Oh, and further, Asian elephants now are bred specifically (when they are deliberately bred) for utility in farming and forestry, which would tend to require a smaller, more “nimble” elephant that is also more tractable. A large war elephant would not have the temperament to move logs all day, and would be more difficult to restrain and would have a harder time navigating the dense forests of Asia. So on top of most of the big war elephants possibly having been all but wiped out in battles, those that were left were probably not bred back into the population due to their now-undesirable tendencies.
I’d bet I could have Asian war elephants that towered over even Savannah elephants within three or four generations again, if I tried.
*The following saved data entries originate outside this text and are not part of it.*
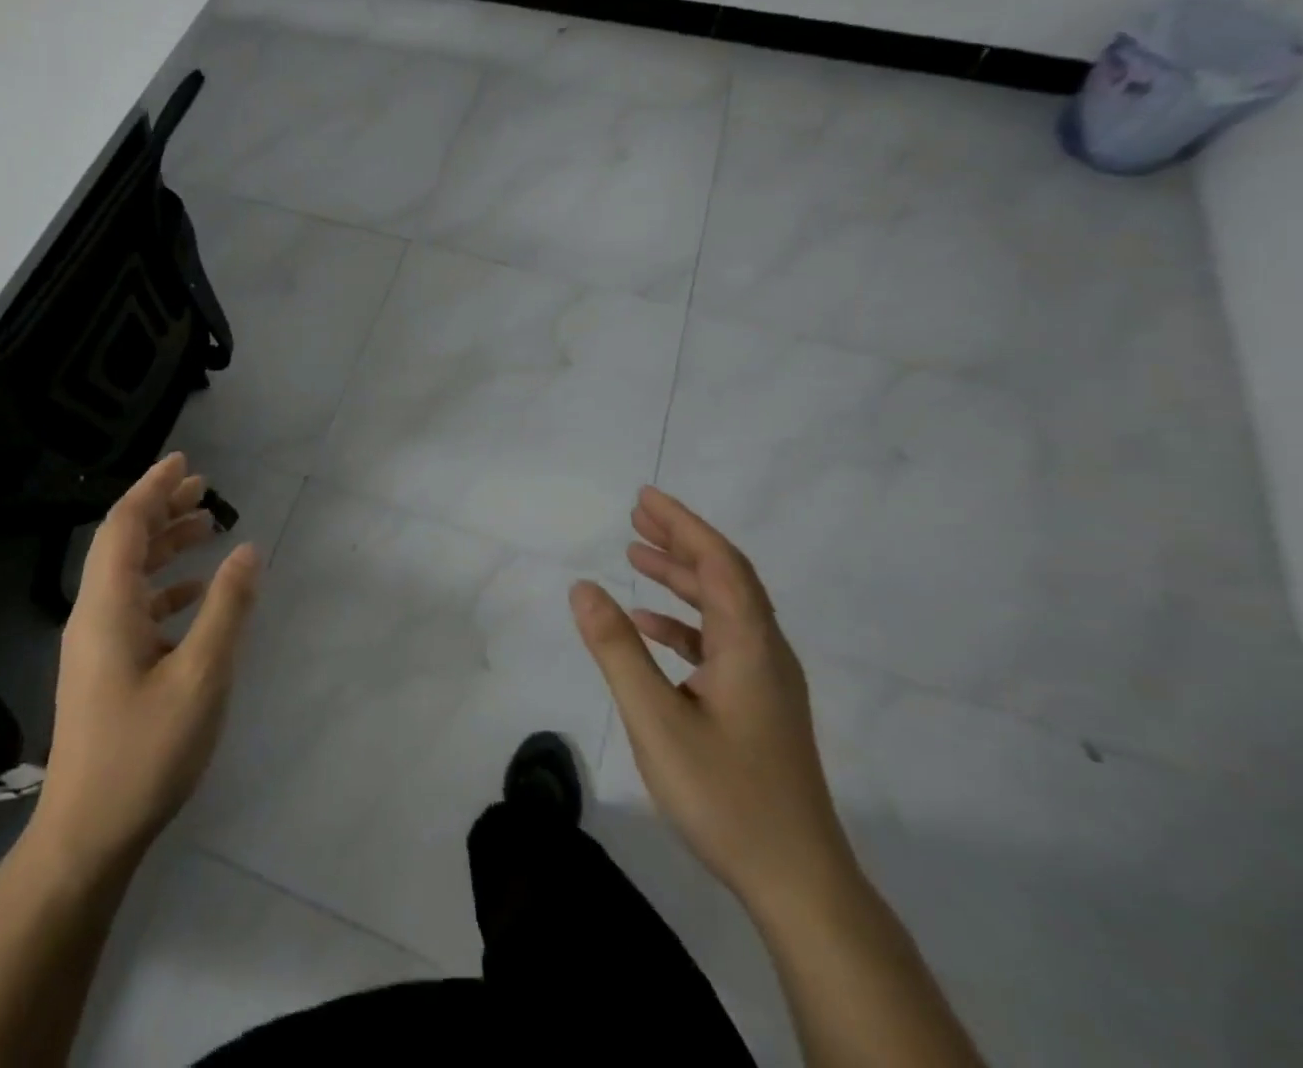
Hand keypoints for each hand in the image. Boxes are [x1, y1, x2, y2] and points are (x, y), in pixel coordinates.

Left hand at [35, 453, 260, 870]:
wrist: (87, 835)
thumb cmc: (145, 752)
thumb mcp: (201, 677)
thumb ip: (226, 609)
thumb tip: (248, 550)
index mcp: (107, 607)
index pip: (125, 525)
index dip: (154, 488)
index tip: (185, 462)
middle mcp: (94, 615)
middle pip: (125, 543)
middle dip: (162, 509)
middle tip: (204, 488)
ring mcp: (96, 644)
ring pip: (129, 574)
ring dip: (165, 545)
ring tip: (206, 527)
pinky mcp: (104, 668)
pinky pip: (134, 607)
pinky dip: (164, 587)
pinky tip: (194, 592)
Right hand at [570, 487, 853, 914]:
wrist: (798, 883)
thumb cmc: (725, 795)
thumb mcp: (656, 719)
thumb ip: (617, 649)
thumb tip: (583, 587)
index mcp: (750, 646)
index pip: (719, 563)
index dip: (683, 524)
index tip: (645, 497)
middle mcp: (766, 652)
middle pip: (725, 577)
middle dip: (681, 540)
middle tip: (636, 515)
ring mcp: (766, 681)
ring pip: (724, 608)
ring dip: (682, 577)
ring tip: (637, 554)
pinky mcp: (759, 706)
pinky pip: (721, 642)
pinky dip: (685, 621)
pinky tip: (651, 626)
Not sure about the following anecdotal story’s veracity, but here goes- attended a motivational seminar with Zig Ziglar, Brian Tracy, and Captain Gerald Coffey?/Coffee? who was a VN POW. Brian Tracy spoke on how an elephant is trained. In it’s youth, a large rope is attached to one of it’s legs. Try as it might, it cannot break free, tugging, pulling, sounding, etc. Over and over it tries. Day after day after day, until finally giving up. Then it is easy to restrain the animal with a rope for it has been conditioned to believe that it can never escape from it’s captivity as long as the rope is attached to it’s leg. In maturity, the elephant can easily escape captivity due to it’s enormous size and strength, but it does not do so for it has been convinced otherwise. Of course, the reason Brian Tracy tells the story, is to knock people out of their conditioned beliefs that keep them held in captivity by their own thoughts, which is akin to the rope, ever so small, tethered (likewise) to the large and powerful elephant.